*EXERCISE DESCRIPTION*.
Lines containing the word "main" are the ones to copy from the records below.

*INFORMATION SUPPLIED*.
▼

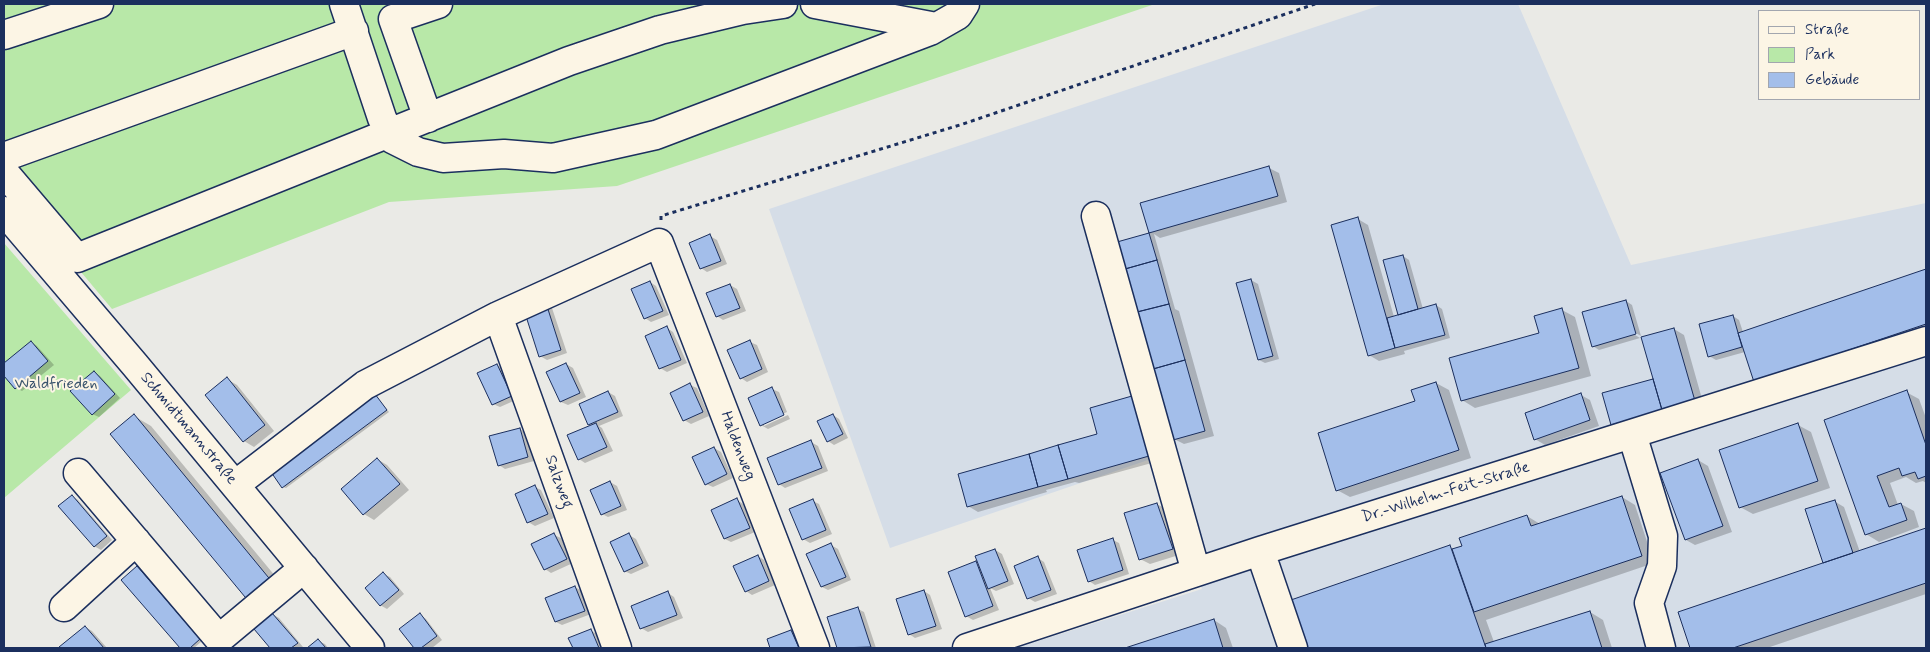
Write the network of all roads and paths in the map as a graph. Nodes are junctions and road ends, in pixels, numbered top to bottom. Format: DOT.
graph roads {
  1 [pos="98,4"];
  2 [pos="344,4"];
  3 [pos="438,4"];
  4 [pos="784,4"];
  5 [pos="815,4"];
  6 [pos="965,4"];
  7 [pos="1315,4"];
  8 [pos="390,11"];
  9 [pos="936,27"];
  10 [pos="354,31"];
  11 [pos="4,36"];
  12 [pos="428,118"];
  13 [pos="390,133"];
  14 [pos="4,157"];
  15 [pos="4,172"];
  16 [pos="4,212"];
  17 [pos="1096,216"];
  18 [pos="659,243"];
  19 [pos="498,316"];
  20 [pos="1926,341"];
  21 [pos="1632,434"];
  22 [pos="78,474"];
  23 [pos="235,485"];
  24 [pos="136,541"];
  25 [pos="1260,551"];
  26 [pos="304,568"];
  27 [pos="1196,572"];
  28 [pos="64,606"];
  29 [pos="215,644"];
  30 [pos="370,648"];
  31 [pos="617,648"];
  32 [pos="815,648"];
  33 [pos="967,648"];
  34 [pos="1293,648"];
  35 [pos="1661,648"];
  1 -- 11 [label="street"];
  2 -- 10 [label="street"];
  3 -- 8 [label="street"];
  4 -- 12 [label="street"];
  5 -- 9 [label="street"];
  6 -- 9 [label="street"];
  7 -- 18 [label="path"];
  8 -- 12 [label="street"];
  9 -- 13 [label="street"];
  10 -- 13 [label="street"];
  10 -- 14 [label="street"];
  12 -- 13 [label="street"];
  13 -- 15 [label="street"];
  16 -- 23 [label="street, Schmidtmannstraße"];
  17 -- 27 [label="street"];
  18 -- 19 [label="street"];
  18 -- 32 [label="street, Haldenweg"];
  19 -- 23 [label="street"];
  19 -- 31 [label="street, Salzweg"];
  20 -- 21 [label="street, Dr.-Wilhelm-Feit-Straße"];
  21 -- 25 [label="street, Dr.-Wilhelm-Feit-Straße"];
  21 -- 35 [label="street"];
  22 -- 24 [label="street"];
  23 -- 26 [label="street, Schmidtmannstraße"];
  24 -- 28 [label="street"];
  24 -- 29 [label="street"];
  25 -- 27 [label="street, Dr.-Wilhelm-Feit-Straße"];
  25 -- 34 [label="street"];
  26 -- 29 [label="street"];
  26 -- 30 [label="street, Schmidtmannstraße"];
  27 -- 33 [label="street, Dr.-Wilhelm-Feit-Straße"];
}
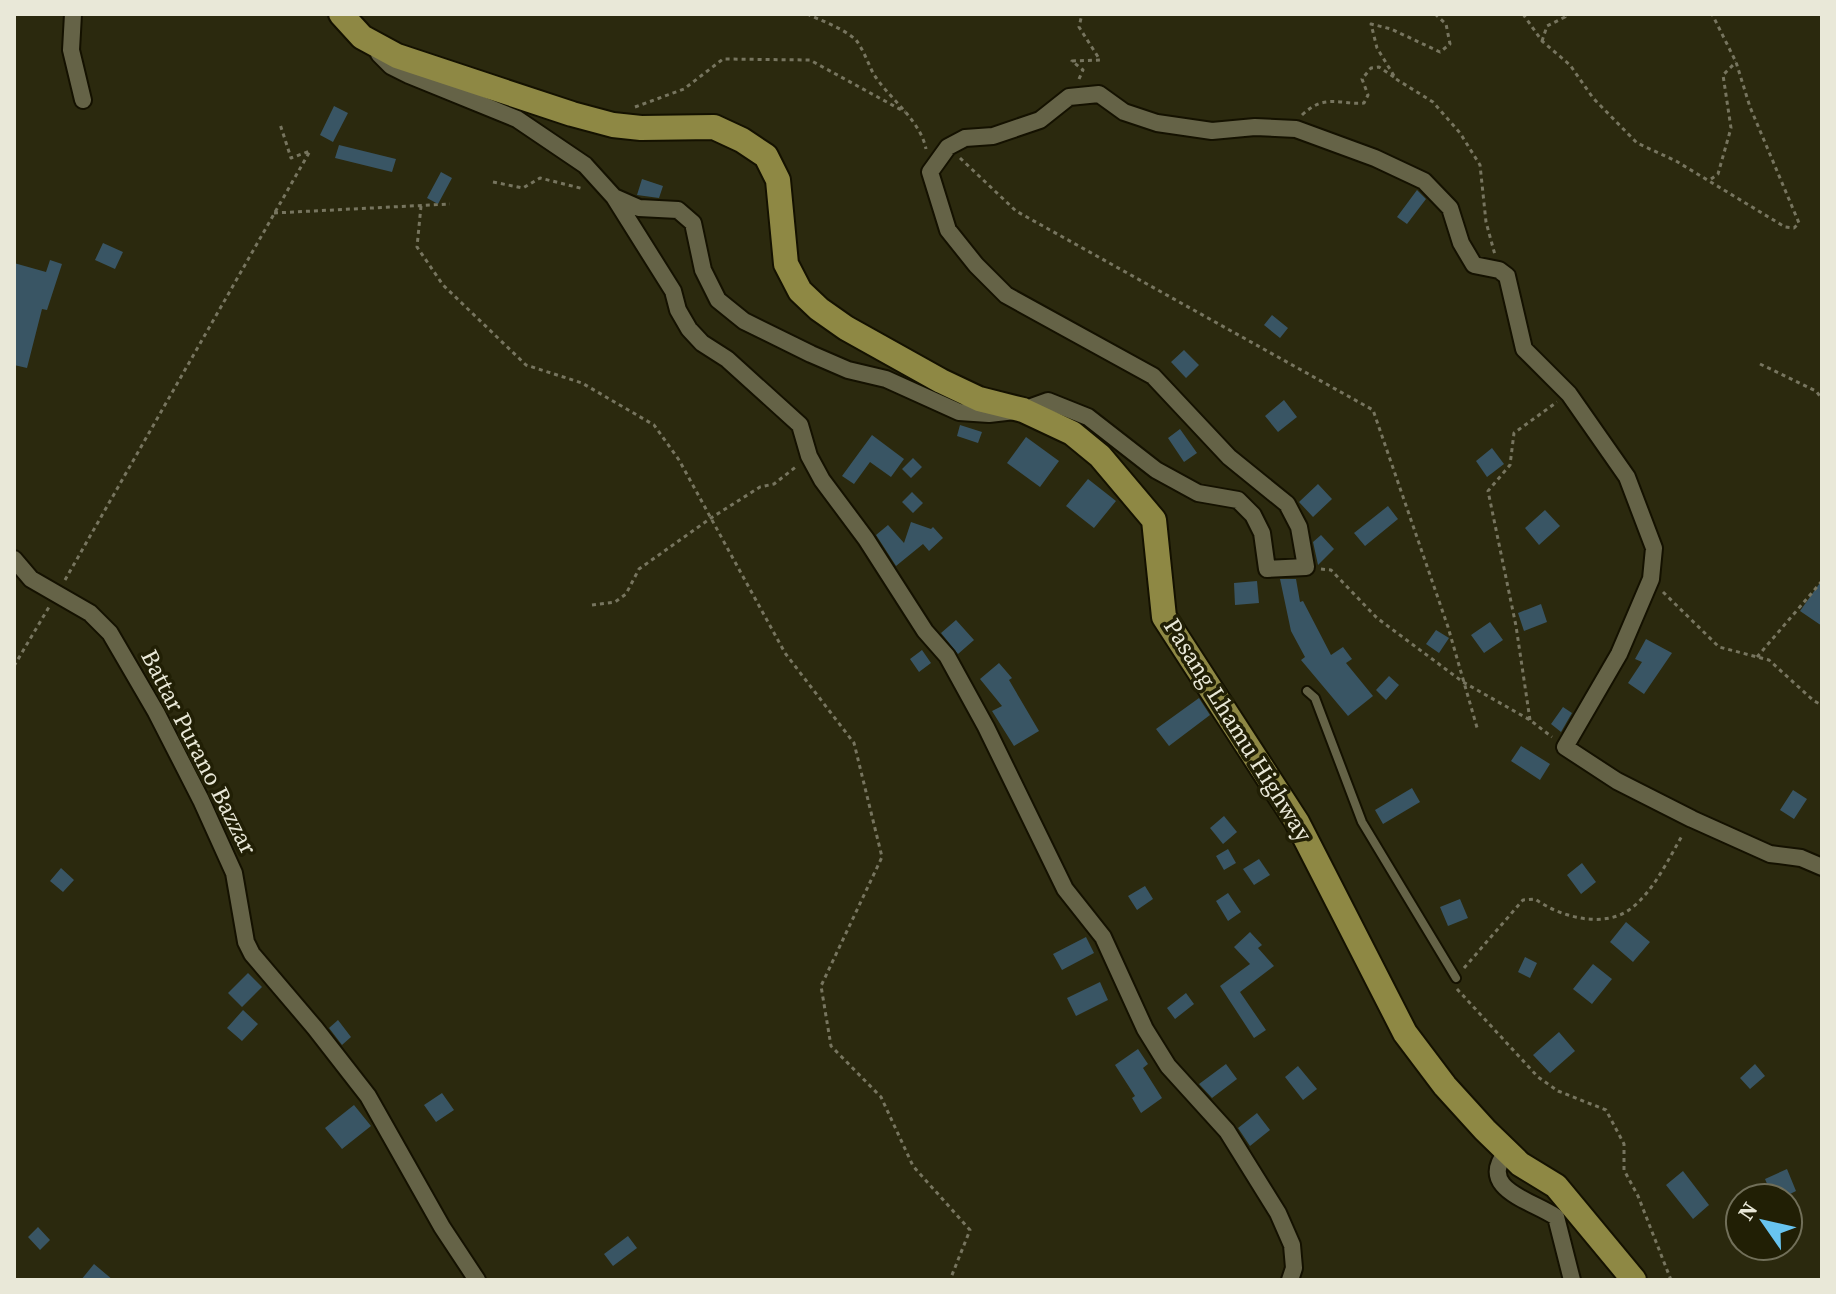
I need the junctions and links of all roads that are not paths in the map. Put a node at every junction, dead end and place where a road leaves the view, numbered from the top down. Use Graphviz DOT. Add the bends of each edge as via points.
graph roads {
  1 [pos="73,14"];
  2 [pos="341,14"];
  3 [pos="362,37"];
  4 [pos="83,100"];
  5 [pos="614,197"];
  6 [pos="1023,410"];
  7 [pos="14,559"];
  8 [pos="1307,691"];
  9 [pos="1822,867"];
  10 [pos="1456,978"];
  11 [pos="1507,1151"];
  12 [pos="477,1280"];
  13 [pos="1290,1280"];
  14 [pos="1572,1280"];
  15 [pos="1634,1280"];
  1 -- 4 [label="street" via="71,50"];
  2 -- 3 [label="main road, Pasang Lhamu Highway"];
  3 -- 5 [label="street" via="391,66 517,119 585,165"];
  3 -- 6 [label="main road, Pasang Lhamu Highway" via="397,56 572,114 641,128 714,127 742,140 766,156 778,180 786,264 800,291 846,328 941,381 979,399"];
  5 -- 6 [label="street" via="639,208 678,210 693,223 703,270 718,300 744,321 836,365 886,379 959,412"];
  5 -- 13 [label="street" via="673,291 689,329 800,425 809,456 947,656 1065,889 1103,937 1145,1029 1168,1066 1227,1131 1278,1213 1292,1245"];
  6 -- 9 [label="street" via="1048,401 1088,417 1184,486 1238,500 1262,533 1267,569 1306,567 1299,527 1287,504 1229,457 1153,376 1006,295 976,265 948,230 930,172 948,147 965,138 993,136 1040,120 1069,97 1099,94 1124,112 1171,125 1212,131 1296,129 1424,181 1450,208 1474,265 1507,276 1524,349 1569,394 1627,477 1654,548 1651,579 1619,654 1565,747 1692,819 1770,854"];
  6 -- 11 [label="main road, Pasang Lhamu Highway" via="1072,433 1100,456 1154,520 1164,617 1297,822 1405,1033 1445,1086"];
  7 -- 12 [label="street, Battar Purano Bazzar" via="31,579 90,613 110,633 156,712 234,873 252,954 368,1096"];
  8 -- 10 [label="lane" via="1315,698 1362,822"];
  11 -- 14 [label="street" via="1497,1178 1506,1190 1556,1217"];
  11 -- 15 [label="main road, Pasang Lhamu Highway" via="1556,1186"];
}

▲

*EXERCISE OUTPUT*.
  2 -- 3 [label="main road, Pasang Lhamu Highway"];
  3 -- 6 [label="main road, Pasang Lhamu Highway" via="397,56 572,114 641,128 714,127 742,140 766,156 778,180 786,264 800,291 846,328 941,381 979,399"];
  6 -- 11 [label="main road, Pasang Lhamu Highway" via="1072,433 1100,456 1154,520 1164,617 1297,822 1405,1033 1445,1086"];
  11 -- 15 [label="main road, Pasang Lhamu Highway" via="1556,1186"];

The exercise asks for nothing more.